The code output by `pggen` is dependent on the order of the columns in a table in `schema.sql`, though this order doesn't matter according to spec

jschaf / pggen

Generate type-safe Go for any Postgres query. If Postgres can run the query, pggen can generate code for it.

MIT License

282 stars 26 forks source link

The code output by `pggen` is dependent on the order of the columns in a table in `schema.sql`, though this order doesn't matter according to spec #37

Closed djsavvy closed 3 years ago

djsavvy commented 3 years ago

Thanks for building pggen -- it's pretty remarkable.

I've been running into an issue where the order of columns listed in schema.sql changes sometimes (though the columns themselves don't change). According to the SQL spec, reorderings of the columns in a table are no-ops, but the code output by pggen is substantively different since the fields in a given struct have reordered. The resulting symptom is an error due to type mismatch when trying to scan data into a struct.

Am I just using this library wrong? Is there a workaround for this issue?

jschaf commented 3 years ago

To make sure I understand, you'd like to be able to change the order of columns in a CREATE TABLE statement in schema.sql but have pggen sort columns in a struct by a different order?

pggen uses the column order of a query, not the underlying table, so I'm not sure I understand what's causing the change.

As an interesting side note: the SQL spec might not say anything about the order of columns, but the Postgres column order does affect the size of each tuple, similar to Go struct alignment. https://stackoverflow.com/questions/12604744/does-the-order-of-columns-in-a-postgres-table-impact-performance

jschaf commented 3 years ago

I'm not sure how to reproduce. If you have more info and preferably a reproducible example, please reopen.

djsavvy commented 3 years ago

Thank you!

mvrhov commented 2 years ago

I'm reading this ticket and have noticed something that's similar to bothering me. It might be the same thing that was a problem of @djsavvy . The pggen doesn't expand the * in SELECT * FROM x or INSERT|UPDATE x RETURNING *. Nothing guarantees that the * would always return columns in the same order. One simple postgresql upgrade could change that.

Expanding * would guarantee two things, the table can be altered anytime by adding new nullable columns and old code would continue to work.
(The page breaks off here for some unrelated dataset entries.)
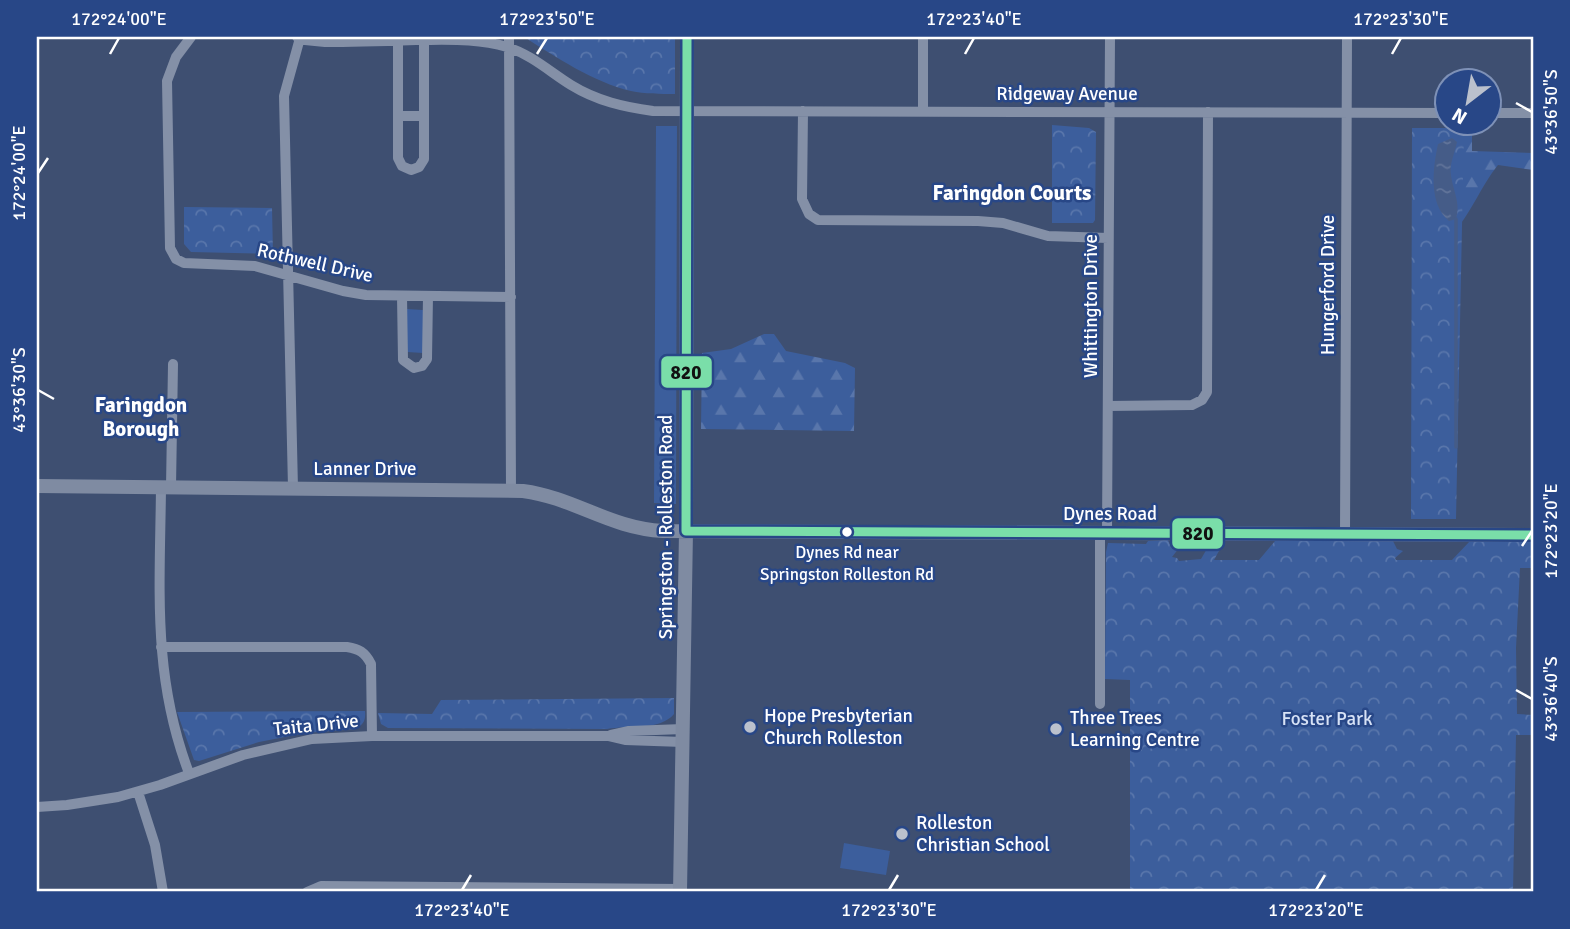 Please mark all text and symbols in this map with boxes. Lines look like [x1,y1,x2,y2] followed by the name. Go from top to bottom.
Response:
[71,8,167,30] text: 172°24'00"E
[499,8,595,30] text: 172°23'50"E
[926,8,1022,30] text: 172°23'40"E
[1353,8,1449,30] text: 172°23'30"E
[1434,66,1504,136] north arrow
[1540,69,1562,155] text: 43°36'50"S
[996,82,1138,106] street label: Ridgeway Avenue
[1448,102,1472,129] text: N
[8,125,30,221] text: 172°24'00"E
[933,180,1091,206] district label: Faringdon Courts
[1316,215,1340,355] street label: Hungerford Drive
[1079,234,1103,378] street label: Whittington Drive
[255,238,375,288] street label: Rothwell Drive
[8,347,30,433] text: 43°36'30"S
[660,355,713,389] line badge: 820
[671,361,701,385] text: 820
[95,392,187,442] district label: Faringdon Borough
[654,415,678,639] street label: Springston - Rolleston Road
[313,457,417,481] street label: Lanner Drive
[1540,483,1562,579] text: 172°23'20"E
[1063,502,1157,526] street label: Dynes Road
[1171,517,1224,550] line badge: 820
[1183,522,1213,546] text: 820
[840,525,854,539] marker: Dynes Rd near Springston Rolleston Rd
[760,542,934,585] place label: Dynes Rd near Springston Rolleston Rd
[1540,656,1562,742] text: 43°36'40"S
[764,704,913,750] place label: Hope Presbyterian Church Rolleston
[1070,706,1200,752] place label: Three Trees Learning Centre
[1281,707,1373,731] park label: Foster Park
[272,709,360,741] street label: Taita Drive
[742,719,758,735] marker: Hope Presbyterian Church Rolleston
[1048,721,1064,737] marker: Three Trees Learning Centre
[916,811,1050,857] place label: Rolleston Christian School
[894,826,910,842] marker: Rolleston Christian School
[414,899,510,921] text: 172°23'40"E
[841,899,937,921] text: 172°23'30"E
[1268,899,1364,921] text: 172°23'20"E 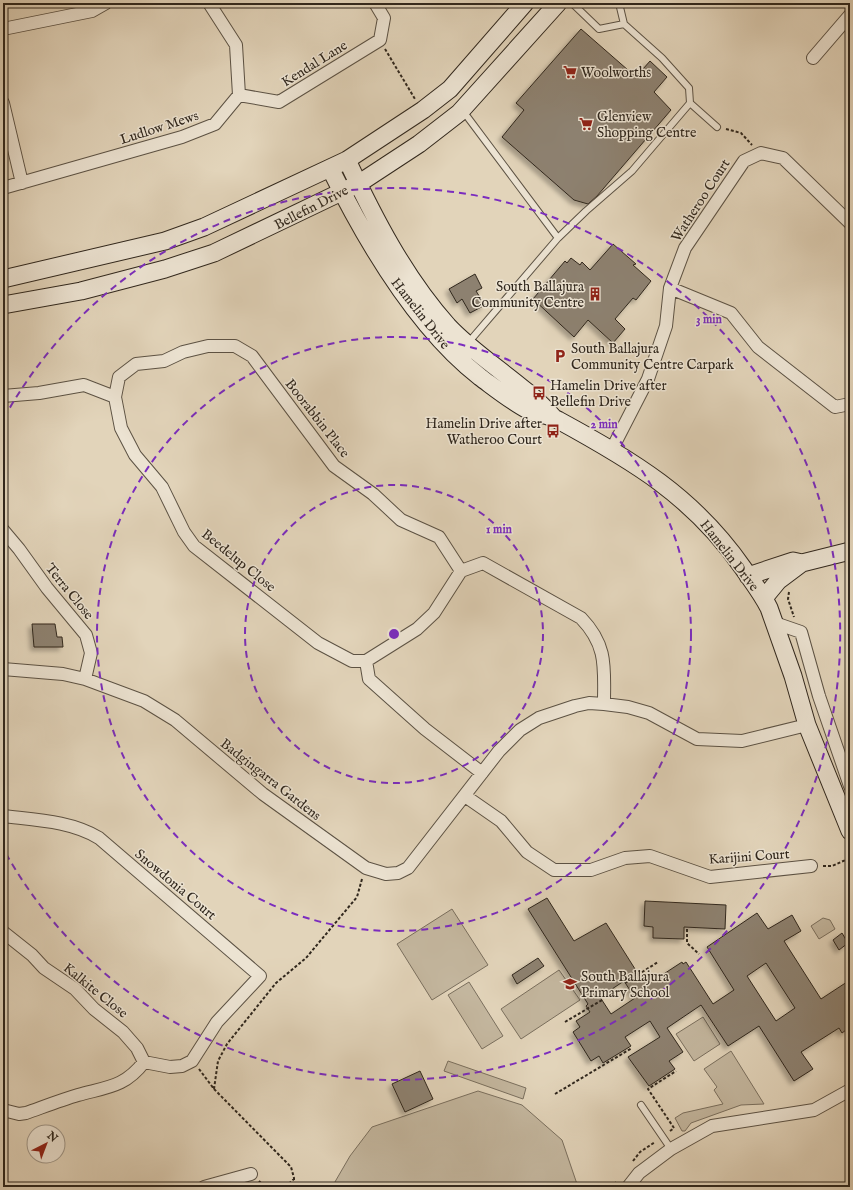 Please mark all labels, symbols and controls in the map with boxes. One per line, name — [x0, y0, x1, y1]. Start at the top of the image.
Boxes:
street label: Kendal Lane — [278, 36, 351, 91]
supermarket icon: Woolworths — [562, 64, 578, 80]
place label: Woolworths — [581, 64, 651, 82]
street label: Ludlow Mews — [118, 107, 201, 149]
place label: Glenview Shopping Centre — [597, 108, 697, 142]
supermarket icon: Glenview Shopping Centre — [578, 116, 594, 132]
street label: Watheroo Court — [667, 156, 734, 245]
street label: Bellefin Drive — [271, 181, 352, 234]
street label: Hamelin Drive — [387, 274, 454, 353]
place label: South Ballajura Community Centre — [472, 278, 585, 312]
building icon: South Ballajura Community Centre — [587, 286, 603, 302]
text: 3 min — [696, 312, 723, 327]
place label: South Ballajura Community Centre Carpark — [571, 340, 734, 374]
parking icon: South Ballajura Community Centre Carpark — [552, 348, 568, 364]
street label: Boorabbin Place — [281, 376, 354, 462]
place label: Hamelin Drive after Bellefin Drive — [550, 377, 667, 411]
bus stop icon: Hamelin Drive after Bellefin Drive — [531, 385, 547, 401]
place label: Hamelin Drive after Watheroo Court — [425, 415, 542, 449]
text: 2 min — [590, 417, 618, 432]
bus stop icon: Hamelin Drive after Watheroo Court — [545, 423, 561, 439]
street label: Hamelin Drive — [696, 516, 763, 595]
text: 1 min — [486, 522, 513, 537]
street label: Beedelup Close — [198, 525, 280, 597]
street label: Terra Close — [41, 560, 98, 624]
centre of rings — [387, 627, 401, 641]
street label: Badgingarra Gardens — [216, 735, 325, 825]
street label: Snowdonia Court — [131, 845, 220, 924]
street label: Karijini Court — [708, 845, 790, 869]
street label: Kalkite Close — [59, 959, 132, 1023]
place label: South Ballajura Primary School — [581, 968, 670, 1002]
school or university icon: South Ballajura Primary School — [562, 976, 578, 992]
north arrow — [26, 1124, 66, 1164]
text: N — [43, 1128, 61, 1146] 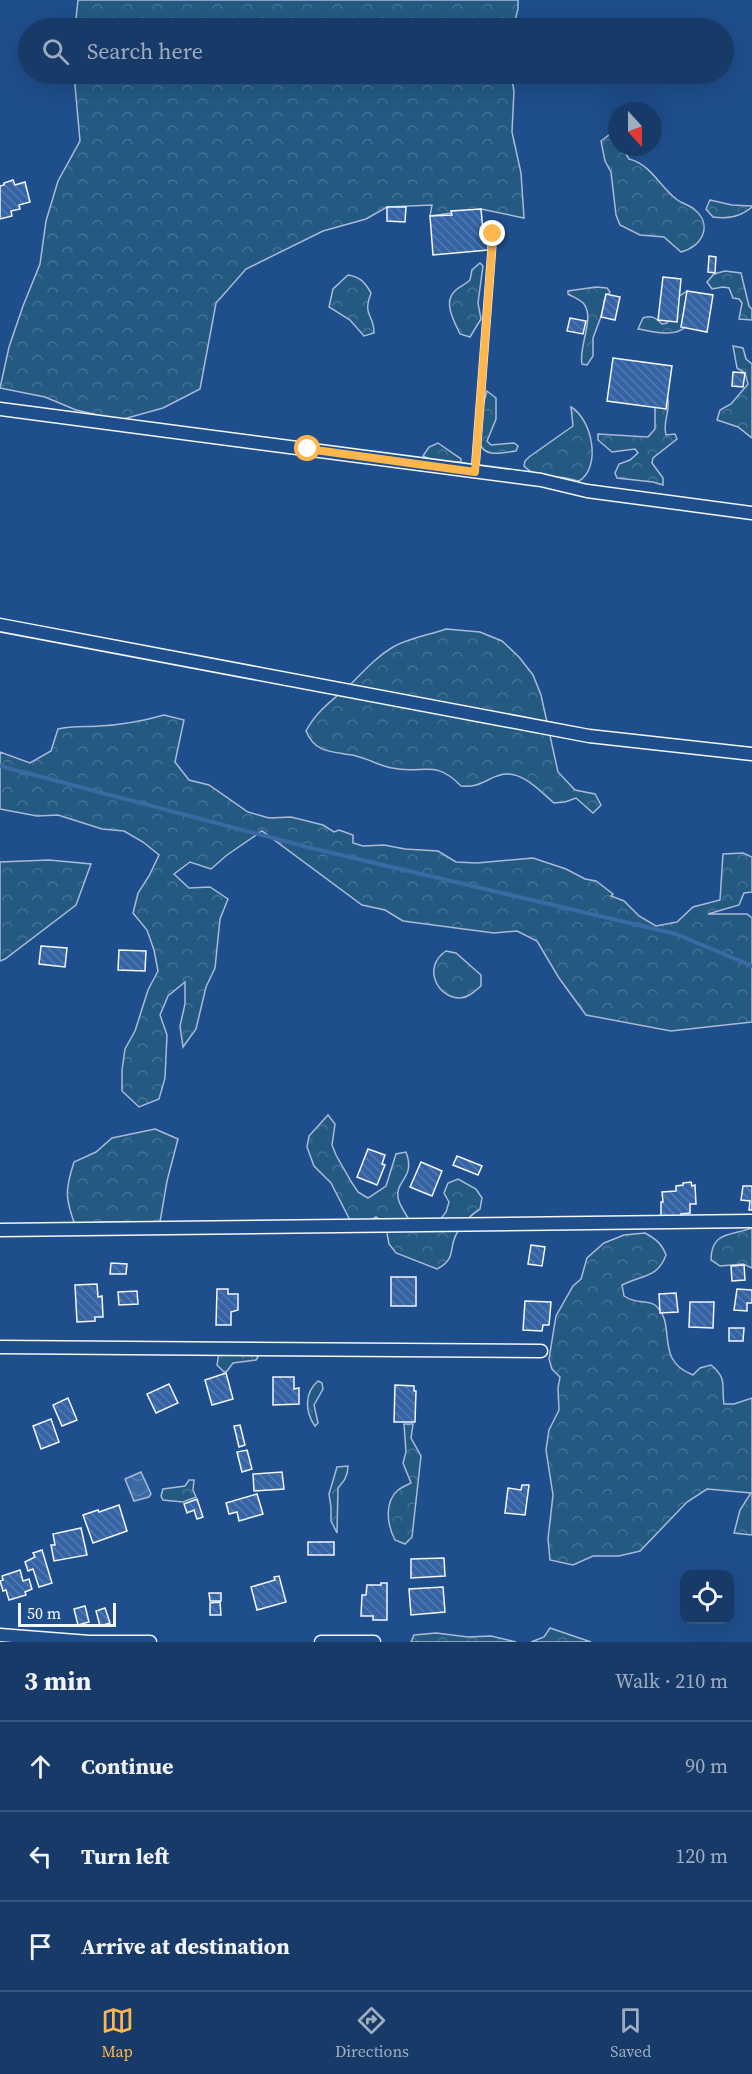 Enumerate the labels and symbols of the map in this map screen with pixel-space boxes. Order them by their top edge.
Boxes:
north arrow [608,102,662,156]
route end [479,220,505,246]
route start [294,435,320,461]
scale bar [18,1600,116,1628] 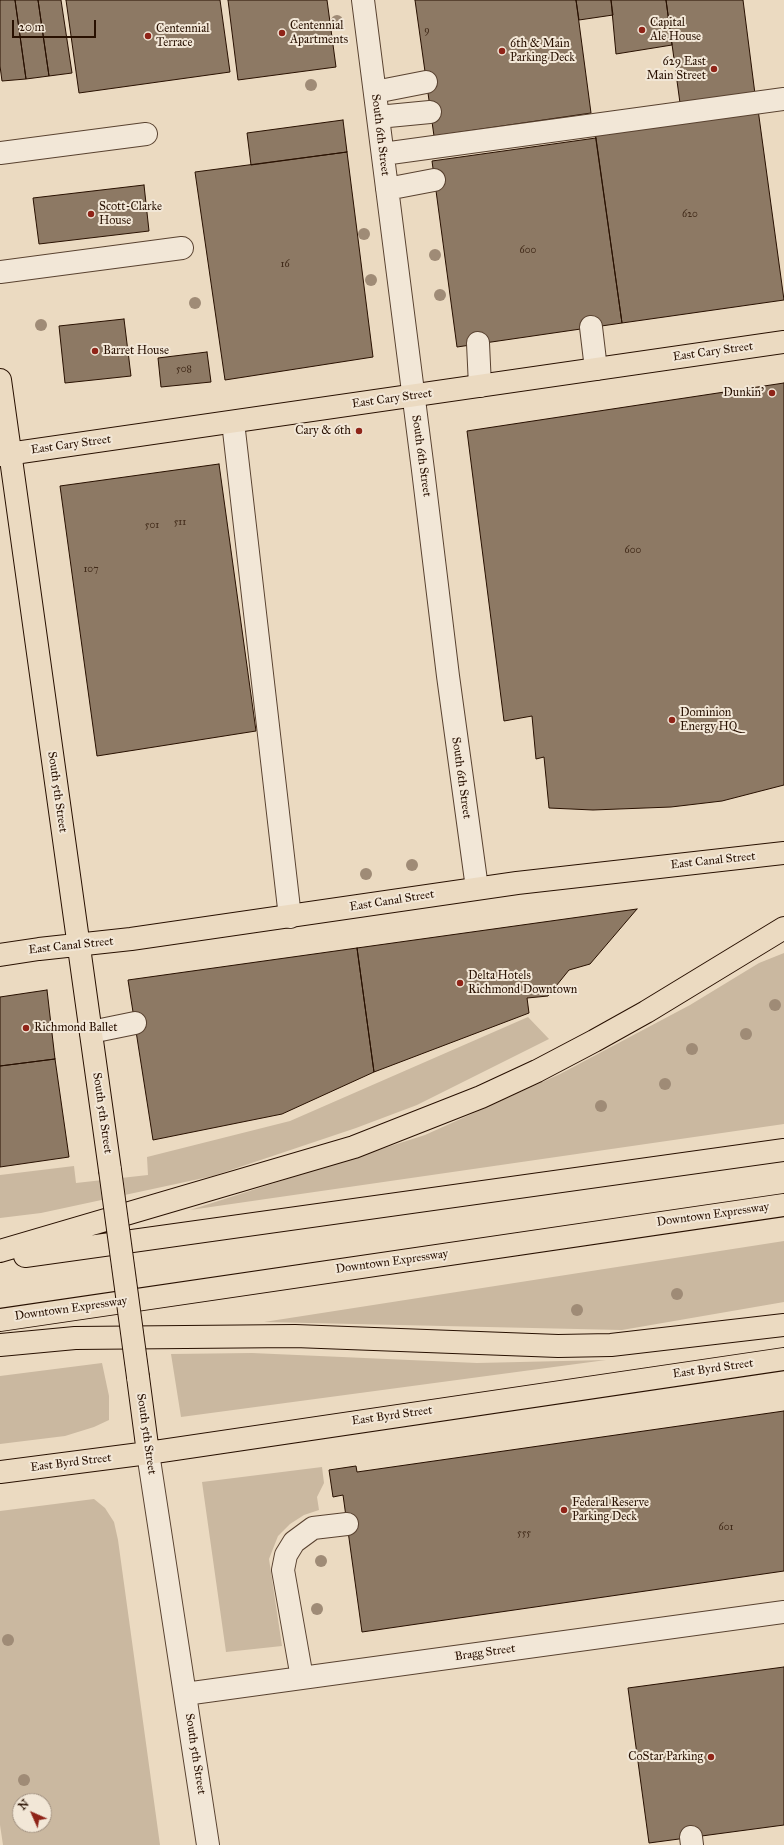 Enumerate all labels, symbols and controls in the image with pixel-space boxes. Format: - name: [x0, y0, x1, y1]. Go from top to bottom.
- scale bar: [14, 12, 98, 38]
- place label: Capital Ale House: [650, 16, 701, 44]
- place label: Centennial Apartments: [290, 19, 348, 47]
- text: 20 m: [19, 20, 45, 34]
- place label: Centennial Terrace: [156, 22, 209, 50]
- house number: 9: [424, 25, 430, 37]
- marker: Capital Ale House: [637, 25, 647, 35]
- marker: Centennial Apartments: [277, 28, 287, 38]
- marker: Centennial Terrace: [143, 31, 153, 41]
- place label: 6th & Main Parking Deck: [510, 37, 575, 65]
- marker: 6th & Main Parking Deck: [497, 46, 507, 56]
- place label: 629 East Main Street: [646, 55, 706, 83]
- marker: 629 East Main Street: [709, 64, 719, 74]
- street label: South 6th Street: [368, 93, 392, 177]
- place label: Scott-Clarke House: [99, 200, 162, 228]
- marker: Scott-Clarke House: [86, 209, 96, 219]
- house number: 620: [682, 209, 698, 221]
- house number: 600: [520, 245, 536, 257]
- house number: 16: [280, 259, 290, 271]
- street label: East Cary Street: [672, 339, 754, 365]
- place label: Barret House: [103, 344, 169, 358]
- marker: Barret House: [90, 346, 100, 356]
- house number: 508: [176, 364, 192, 376]
- street label: East Cary Street: [351, 386, 433, 412]
- place label: Dunkin': [723, 386, 764, 400]
- marker: Dunkin': [767, 388, 777, 398]
- street label: South 6th Street: [408, 414, 434, 498]
- place label: Cary & 6th: [295, 424, 351, 438]
- marker: Cary & 6th: [354, 426, 364, 436]
- street label: East Cary Street: [30, 432, 112, 458]
- house number: 511: [174, 517, 186, 529]
- house number: 501: [145, 520, 159, 532]
- house number: 600: [625, 545, 641, 557]
- house number: 107: [83, 564, 99, 576]
- place label: Dominion Energy HQ: [680, 706, 737, 734]
- marker: Dominion Energy HQ: [667, 715, 677, 725]
- street label: South 6th Street: [448, 736, 474, 820]
- street label: South 5th Street: [44, 750, 70, 834]
- street label: East Canal Street: [670, 849, 756, 873]
- street label: East Canal Street: [349, 887, 435, 915]
- street label: East Canal Street: [28, 934, 114, 958]
- place label: Delta Hotels Richmond Downtown: [468, 969, 577, 997]
- marker: Delta Hotels Richmond Downtown: [455, 978, 465, 988]
- place label: Richmond Ballet: [34, 1021, 117, 1035]
- marker: Richmond Ballet: [21, 1023, 31, 1033]
- street label: South 5th Street: [89, 1071, 115, 1155]
- street label: Downtown Expressway: [656, 1200, 770, 1230]
- street label: Downtown Expressway: [335, 1247, 449, 1277]
- street label: Downtown Expressway: [14, 1294, 128, 1324]
- street label: East Byrd Street: [672, 1356, 754, 1382]
- street label: South 5th Street: [133, 1392, 159, 1476]
- street label: East Byrd Street: [351, 1403, 433, 1429]
- street label: East Byrd Street: [30, 1451, 112, 1475]
- place label: Federal Reserve Parking Deck: [572, 1496, 649, 1524]
- marker: Federal Reserve Parking Deck: [559, 1505, 569, 1515]
- house number: 601: [719, 1522, 733, 1534]
- house number: 555: [517, 1528, 531, 1540]
- street label: Bragg Street: [454, 1642, 516, 1664]
- street label: South 5th Street: [181, 1712, 209, 1796]
- place label: CoStar Parking: [628, 1750, 703, 1764]
- marker: CoStar Parking: [706, 1752, 716, 1762]
- north arrow: [12, 1793, 52, 1833]
- text: N: [16, 1797, 32, 1813]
The order of columns in table can change (e.g the way @djsavvy said it happen in their case), and because we specify the return order of column we could still scant into the same struct.

jschaf commented 2 years ago

Expanding * would guarantee two thing. [...] One simple postgresql upgrade could change that.

The pggen code will fail sooner than that. The first migration that adds or removes a column that appears in SELECT * will cause the generated code to fail since it's expecting a different number of columns.

Another potential issue is that under the hood, pggen uses the column order of the table that pggen was run against (typically a dev db). After a bunch of migrations, the dev db and prod db column orders likely diverge, especially if you collapse migrations in a dev db. There's not a great way to handle SELECT * other than to avoid using it at the top level of a query. Using it in a nested query is okay.

I'm not clear if there's anything that can be done by pggen here. pggen is explicitly minimal in how it transforms SQL. If you want to use SELECT *, I think pggen should let you. I think this is better fixed in code review by requiring an explicit list of columns. IntelliJ even has a nice intention to expand it for you.

mvrhov commented 2 years ago

IMHO, the tool itself should do it, because without that the generated code fails. Alas not everybody uses/pays for InteliJ tools. Another reason why the pggen should do it is that one could easily miss something like that in the review when there is a lot of columns, expanding it sql files would add more "visual noise", having almost everything listed in e.g INSERT/UPDATE section twice and then the 3rd time in RETURNING section can be really overwhelming.

jschaf commented 2 years ago

A more practical concern is how would pggen implement this feature. As I understand it, the proposal is to replace SELECT * with SELECT col1, col2, ... and RETURNING * with RETURNING col1, col2. I think to implement this, I'd need:

A proper SQL parser to get an AST.
Rewrite the AST to replace the * with the columns.
Format the AST back into text which likely won't match the source format.

A regex won't work because it won't handle things like this admittedly complex example. In the below example the only * we would need to expand is the the last RETURNING clause.

WITH
  cte1 AS (SELECT * FROM foo),
  cte2 AS (INSERT INTO qux VALUES (...) RETURNING *)
INSERT INTO bar
SELECT * FROM cte1
UNION ALL
SELECT * FROM cte2
RETURNING *

mvrhov commented 2 years ago

Oh, thanks for explaining, what I was missing. sqlc does have an ast parser and this is the reason they can do it.